Assignment:
An exact, complete copy of the entries is needed, with the pictures left out.

Given records:
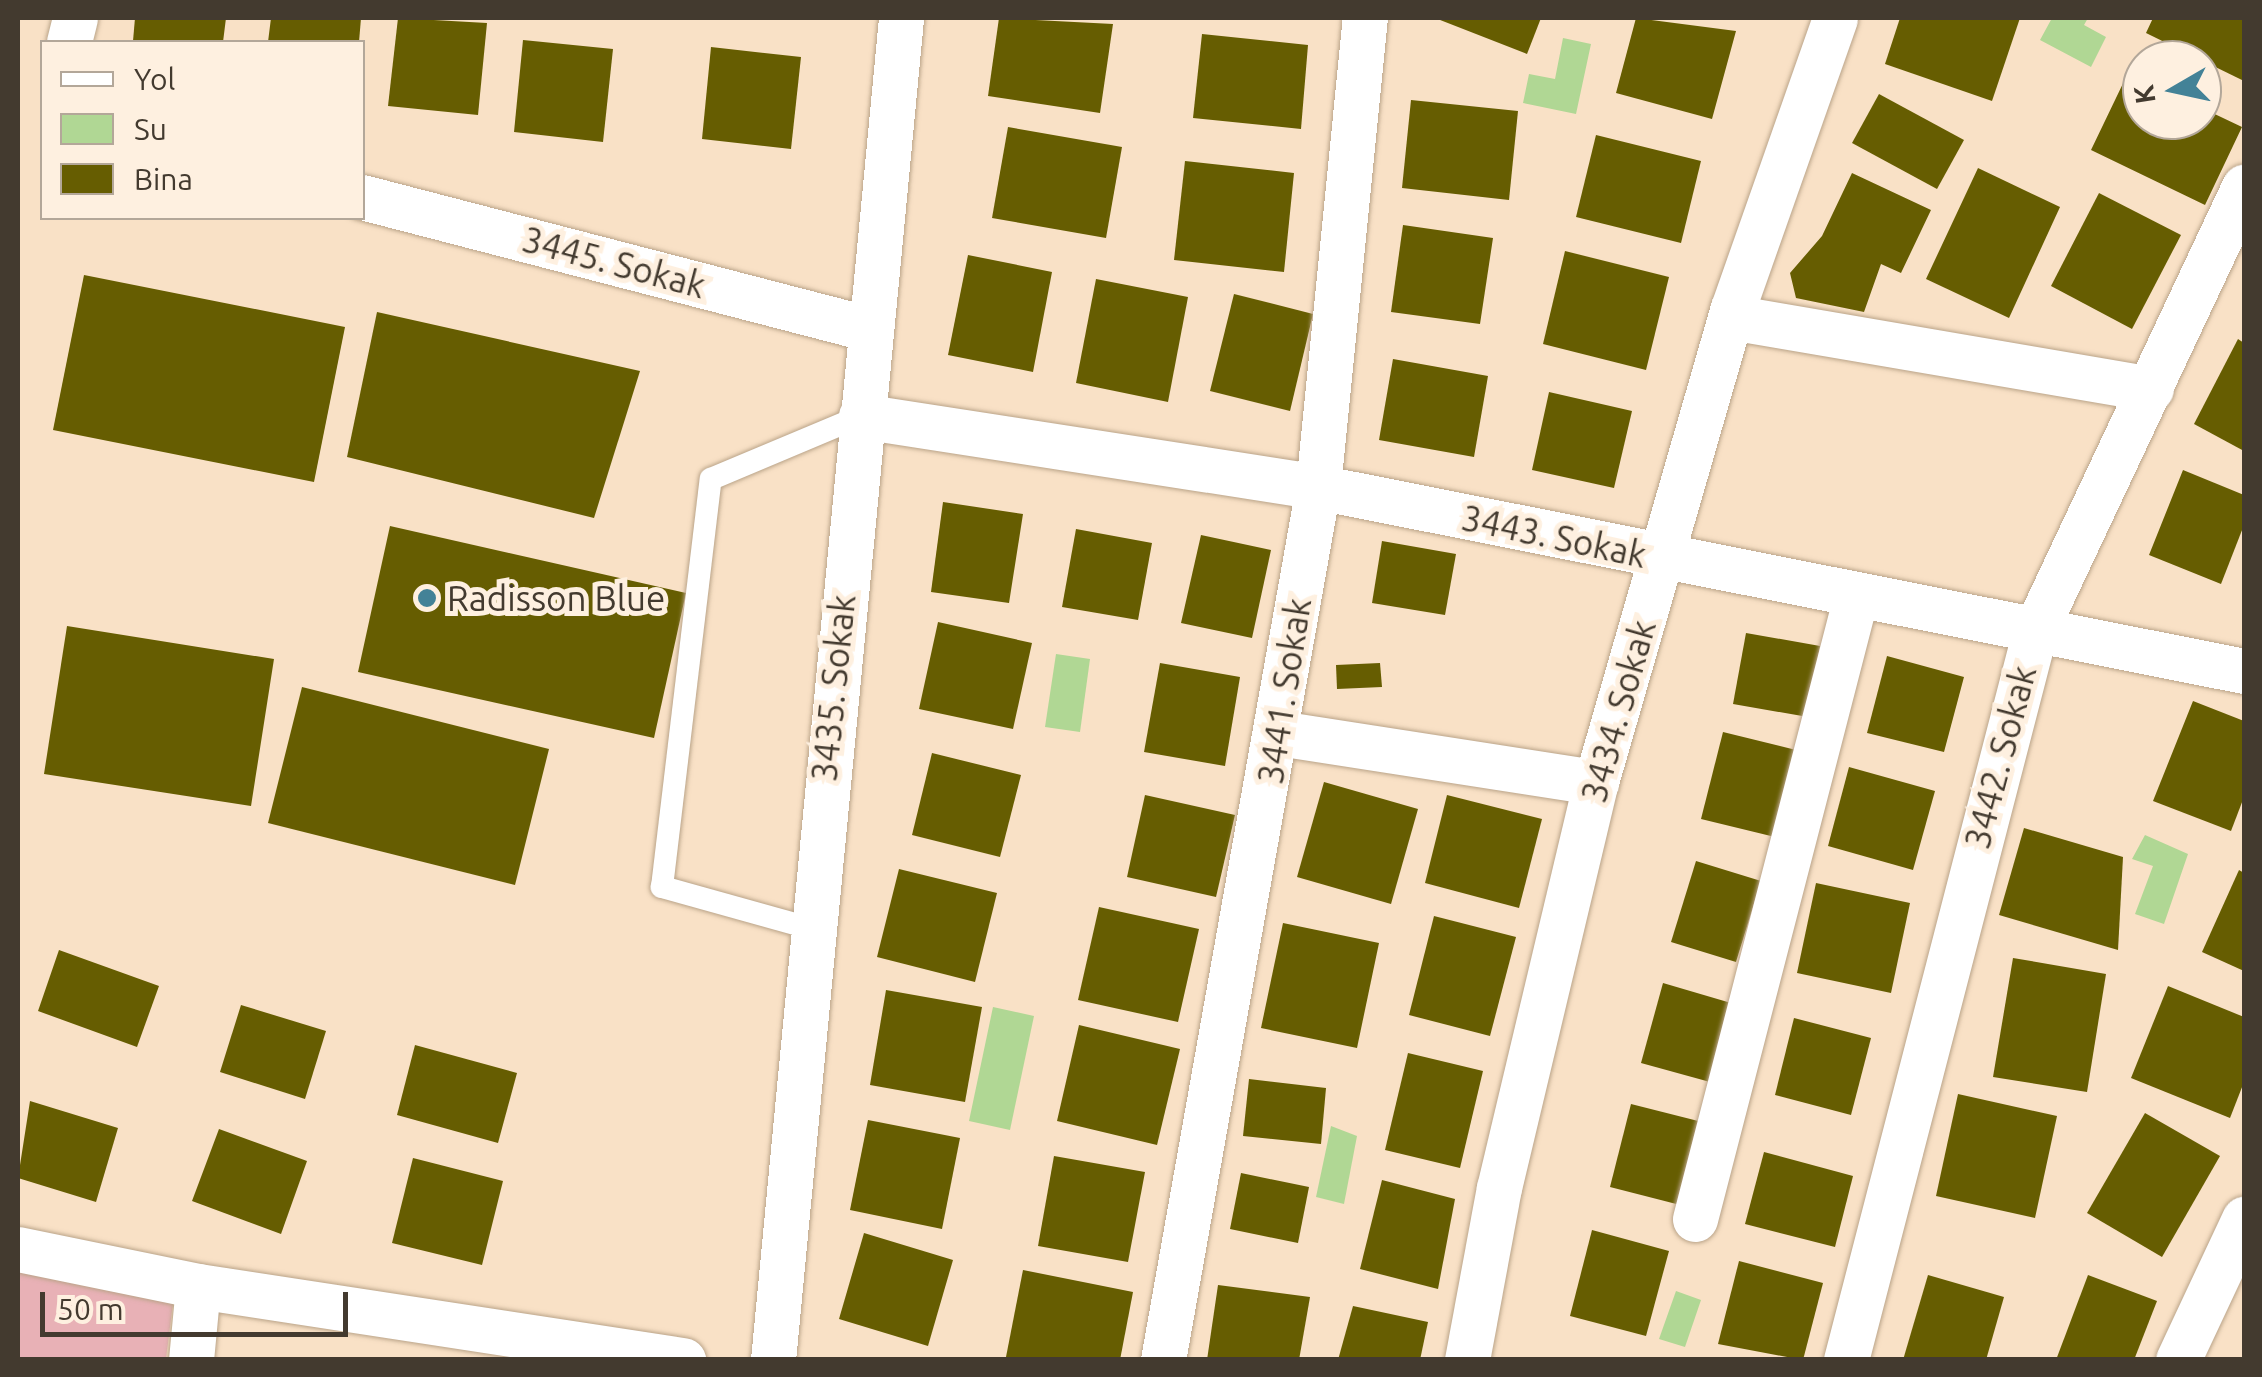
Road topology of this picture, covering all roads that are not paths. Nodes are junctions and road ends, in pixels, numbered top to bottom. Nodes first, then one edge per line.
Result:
1 (901, 18) edge
2 (1366, 18) edge
3 (1835, 18) edge
4 (2244, 188) edge
5 (365, 198) edge
6 (1731, 317) junction
7 (866, 328) junction
8 (2151, 389) junction
9 (860, 416) junction
10 (1318, 487) junction
11 (1661, 559) junction
12 (1856, 596) junction
13 (2035, 631) junction
14 (2244, 671) edge
15 (1278, 733) junction
16 (1596, 782) junction
17 (810, 928) junction
18 (2244, 1219) edge
19 (1695, 1220) dead end
20 (18, 1249) edge
21 (198, 1286) junction
22 (191, 1360) edge
23 (683, 1360) edge
24 (773, 1360) edge
25 (1163, 1360) edge
26 (1468, 1360) edge
27 (1846, 1360) edge
28 (2178, 1360) edge

1 - 7 street, 3435. Sokak
2 - 10 street, 3441. Sokak
3 - 6 street, 3434. Sokak
4 - 8 street, 3442. Sokak
5 - 7 street, 3445. Sokak
6 - 8 street
6 - 11 street, 3434. Sokak
7 - 9 street, 3435. Sokak
8 - 13 street, 3442. Sokak
9 - 10 street, 3443. Sokak
9 - 17 street, 3435. Sokak
9 - 17 lane
10 - 11 street, 3443. Sokak
10 - 15 street, 3441. Sokak
11 - 12 street, 3443. Sokak
11 - 16 street, 3434. Sokak
12 - 13 street, 3443. Sokak
12 - 19 street
13 - 14 street, 3443. Sokak
13 - 27 street, 3442. Sokak
15 - 16 street
15 - 25 street, 3441. Sokak
16 - 26 street, 3434. Sokak
17 - 24 street, 3435. Sokak
18 - 28 street
20 - 21 street
21 - 22 street
21 - 23 street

Solution for this problem:
Road topology of this picture, covering all roads that are not paths. Nodes are junctions and road ends, in pixels, numbered top to bottom. Nodes first, then one edge per line.
Result:
1 (901, 18) edge
2 (1366, 18) edge
3 (1835, 18) edge
4 (2244, 188) edge
5 (365, 198) edge
6 (1731, 317) junction
7 (866, 328) junction
8 (2151, 389) junction
9 (860, 416) junction
10 (1318, 487) junction
11 (1661, 559) junction
12 (1856, 596) junction
13 (2035, 631) junction
14 (2244, 671) edge
15 (1278, 733) junction
16 (1596, 782) junction
17 (810, 928) junction
18 (2244, 1219) edge
19 (1695, 1220) dead end
20 (18, 1249) edge
21 (198, 1286) junction
22 (191, 1360) edge
23 (683, 1360) edge
24 (773, 1360) edge
25 (1163, 1360) edge
26 (1468, 1360) edge
27 (1846, 1360) edge
28 (2178, 1360) edge

1 - 7 street, 3435. Sokak
2 - 10 street, 3441. Sokak
3 - 6 street, 3434. Sokak
4 - 8 street, 3442. Sokak
5 - 7 street, 3445. Sokak
6 - 8 street
6 - 11 street, 3434. Sokak
7 - 9 street, 3435. Sokak
8 - 13 street, 3442. Sokak
9 - 10 street, 3443. Sokak
9 - 17 street, 3435. Sokak
9 - 17 lane
10 - 11 street, 3443. Sokak
10 - 15 street, 3441. Sokak
11 - 12 street, 3443. Sokak
11 - 16 street, 3434. Sokak
12 - 13 street, 3443. Sokak
12 - 19 street
13 - 14 street, 3443. Sokak
13 - 27 street, 3442. Sokak
15 - 16 street
15 - 25 street, 3441. Sokak
16 - 26 street, 3434. Sokak
17 - 24 street, 3435. Sokak
18 - 28 street
20 - 21 street
21 - 22 street
21 - 23 street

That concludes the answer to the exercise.